For the answer, we turn to Scott Smigler, founder and CEO of Exclusive Concepts, a Massachusetts-based Internet marketing firm specializing in search engine optimization and pay-per-click advertising. Smigler is also a contributor to Practical eCommerce.
On-site or YouTube?
James Gaines: I own UniqueSquared.com, an ecommerce site. We produce many product videos and tutorials and place them on our product pages. For search engine optimization, is it better to host our videos on our site or use public video services like YouTube or Vimeo? In other words, is there an SEO advantage to not using public sites for our tutorials that will be displayed on product pages?
Sales vs. Exposure
Scott Smigler: That’s a great question; its answer may change as search engine algorithms evolve.
Yes, there is an advantage to hosting video tutorials on your site versus video-sharing sites like YouTube or Vimeo, in theory. If you optimize your videos well enough to push them to the top of search result pages, everyone who clicks to watch your video will land on your website, where you’ll have an opportunity to convert them into a sale.
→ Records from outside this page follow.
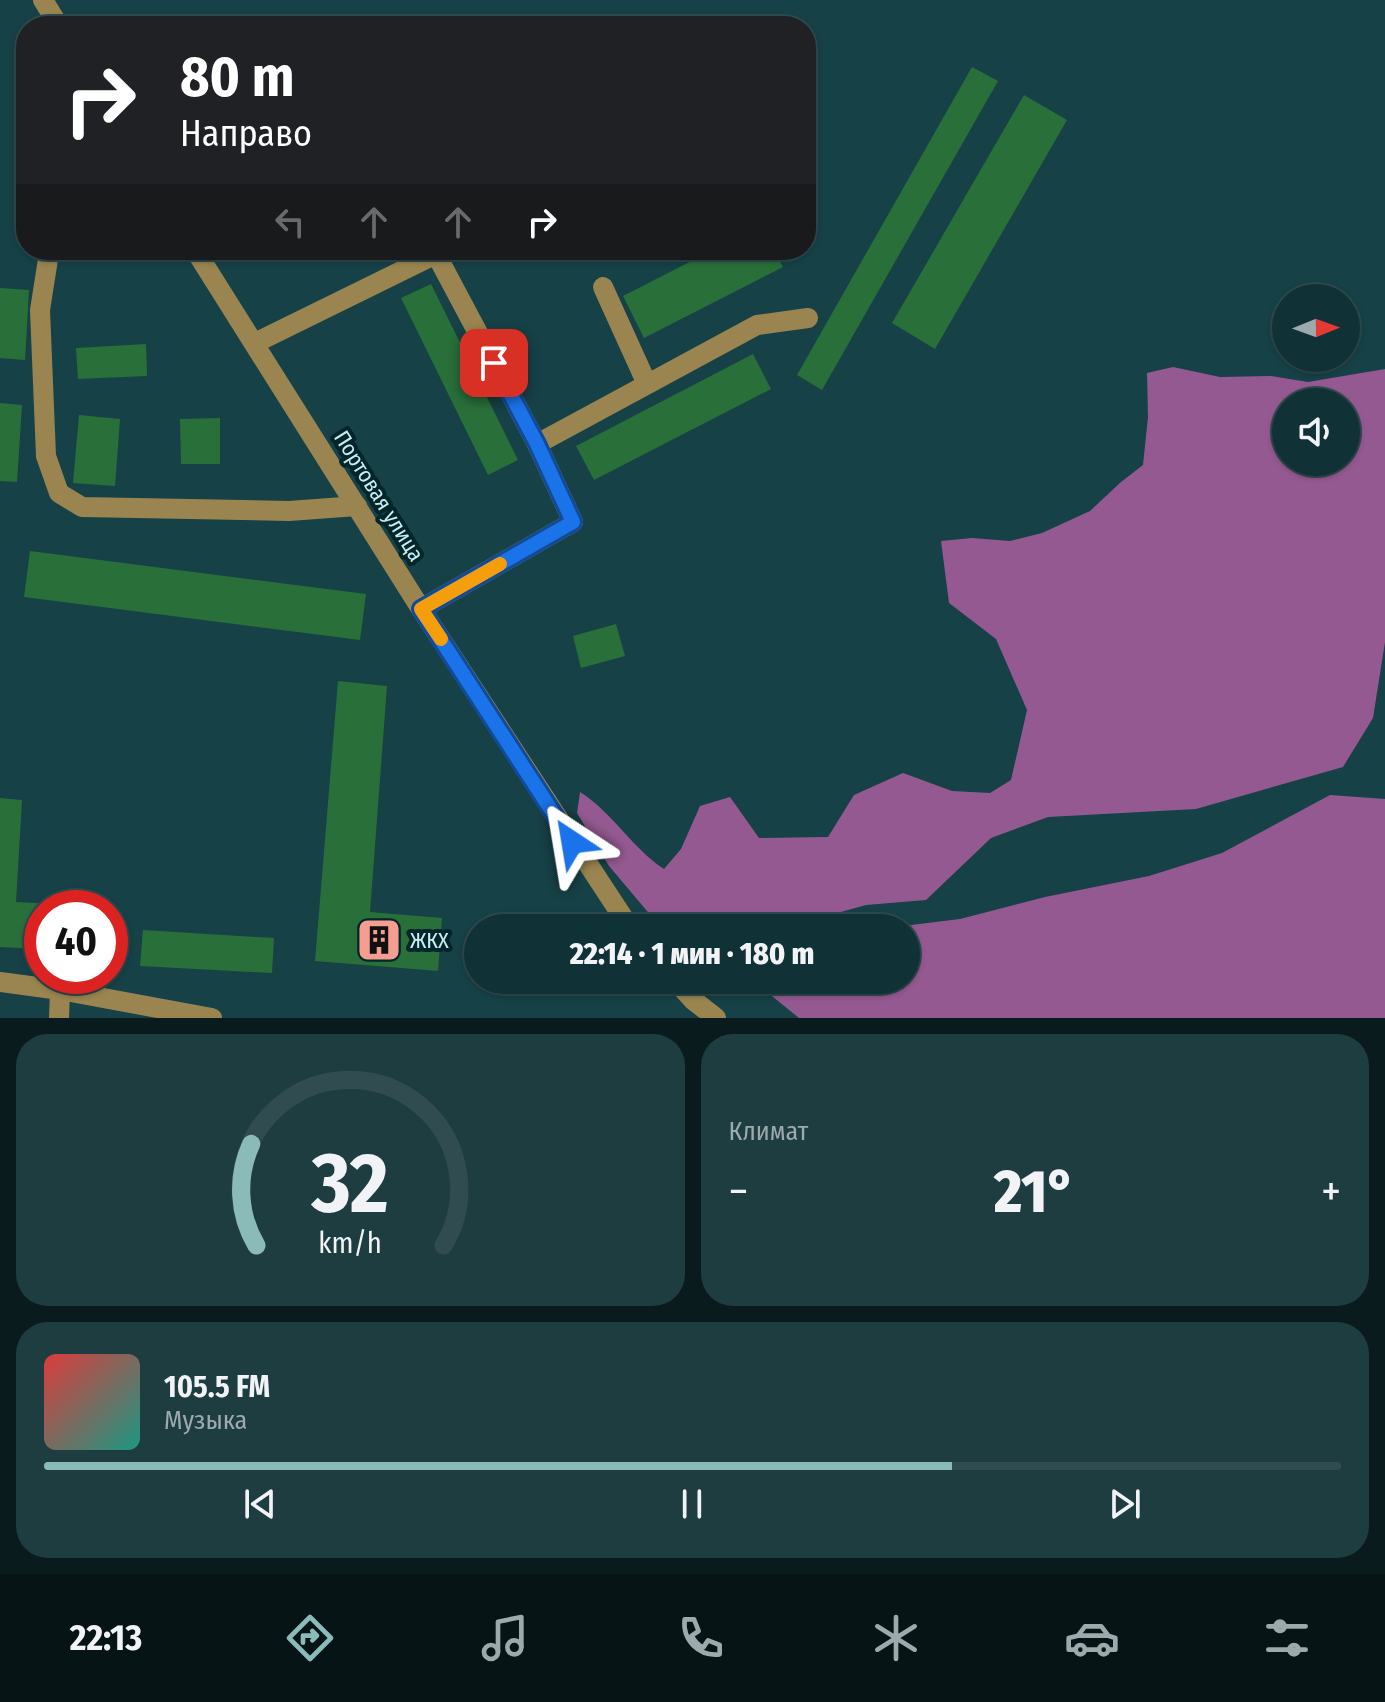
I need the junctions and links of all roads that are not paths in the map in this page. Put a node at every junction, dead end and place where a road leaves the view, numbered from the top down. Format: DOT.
graph roads {
  1 [pos="48,260"];
  2 [pos="201,260"];
  3 [pos="419,260"];
  4 [pos="439,260"];
  5 [pos="603,287"];
  6 [pos="808,318"];
  7 [pos="255,343"];
  8 [pos="647,384"];
  9 [pos="537,444"];
  10 [pos="357,506"];
  11 [pos="421,609"];
  12 [pos="621,914"];
  13 [pos="0,982"];
  14 [pos="24,985"];
  15 [pos="60,994"];
  16 [pos="82,994"];
  17 [pos="688,994"];
  18 [pos="59,1018"];
  19 [pos="212,1018"];
  20 [pos="716,1018"];
  1 -- 10 [label="street"];
  2 -- 7 [label="street, Портовая улица"];
  3 -- 7 [label="street"];
  4 -- 9 [label="street"];
  5 -- 8 [label="street"];
  6 -- 8 [label="street"];
  7 -- 10 [label="street, Портовая улица"];
  8 -- 9 [label="street"];
  9 -- 11 [label="street"];
  10 -- 11 [label="street, Портовая улица"];
  11 -- 12 [label="street, Портовая улица"];
  13 -- 14 [label="street"];
  15 -- 18 [label="street"];
  16 -- 19 [label="street"];
  17 -- 20 [label="street"];
}
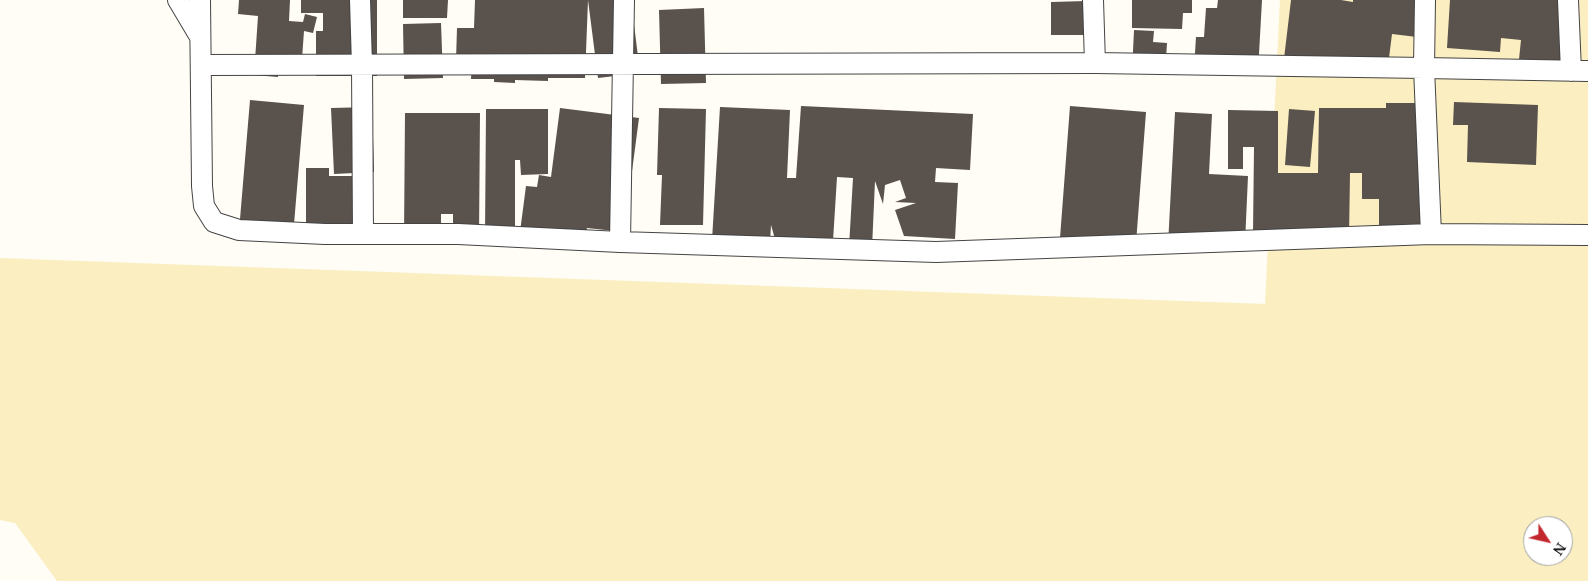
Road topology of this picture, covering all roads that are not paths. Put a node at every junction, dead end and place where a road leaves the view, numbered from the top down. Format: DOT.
graph roads {
  1 [pos="178,0"];
  2 [pos="200,0"];
  3 [pos="360,0"];
  4 [pos="624,0"];
  5 [pos="1092,0"];
  6 [pos="1426,0"];
  7 [pos="1568,0"];
  8 [pos="201,38"];
  9 [pos="1095,63"];
  10 [pos="623,64"];
  11 [pos="202,65"];
  12 [pos="362,65"];
  13 [pos="1424,68"];
  14 [pos="1579,71"];
  15 [pos="363,234"];
  16 [pos="1431,234"];
  17 [pos="1588,235"];
  18 [pos="620,242"];
  1 -- 8 [label="street"];
  2 -- 8 [label="street"];
  3 -- 12 [label="street"];
  4 -- 10 [label="street"];
  5 -- 9 [label="street"];
  6 -- 13 [label="street"];
  7 -- 14 [label="street"];
  8 -- 11 [label="street"];
  9 -- 10 [label="street"];
  9 -- 13 [label="street"];
  10 -- 12 [label="street"];
  10 -- 18 [label="street"];
  11 -- 12 [label="street"];
  11 -- 15 [label="street"];
  12 -- 15 [label="street"];
  13 -- 14 [label="street"];
  13 -- 16 [label="street"];
  15 -- 18 [label="street"];
  16 -- 17 [label="street"];
  16 -- 18 [label="street"];
}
If you are hosting your video tutorials on YouTube, however, only a small percentage of the people who watch your video will click through to visit your website.
As a result, assuming you can optimize videos for SEO better than, say, YouTube, you should host your videos on your own.
Video hosting services do provide a lot of value, however. It’s common to see YouTube videos indexed high on the search result pages. That’s because YouTube itself is a trusted domain and because YouTube pages are optimized in a way that appeals to Google’s algorithms. YouTube also makes it easy for people to share videos, which further compounds the traffic benefit you’ll receive. While a video-sharing site like YouTube may not maximize the traffic you receive from search engines, it may help you get more views for your videos, which can be a good way to elevate your brand’s visibility.
The two screenshots below illustrate my point. The first is a video I found when I searched Google for “Slingbox,” the electronic device. Since the video is hosted on a page within the Slingbox.com domain, when I click to watch the video, I will be taken to the Slingbox site, where I can purchase the device.
The second example, below, I also found when searching Google for “Slingbox.” But this video is hosted on YouTube, and by clicking I will be taken to YouTube, which does not sell the device, of course.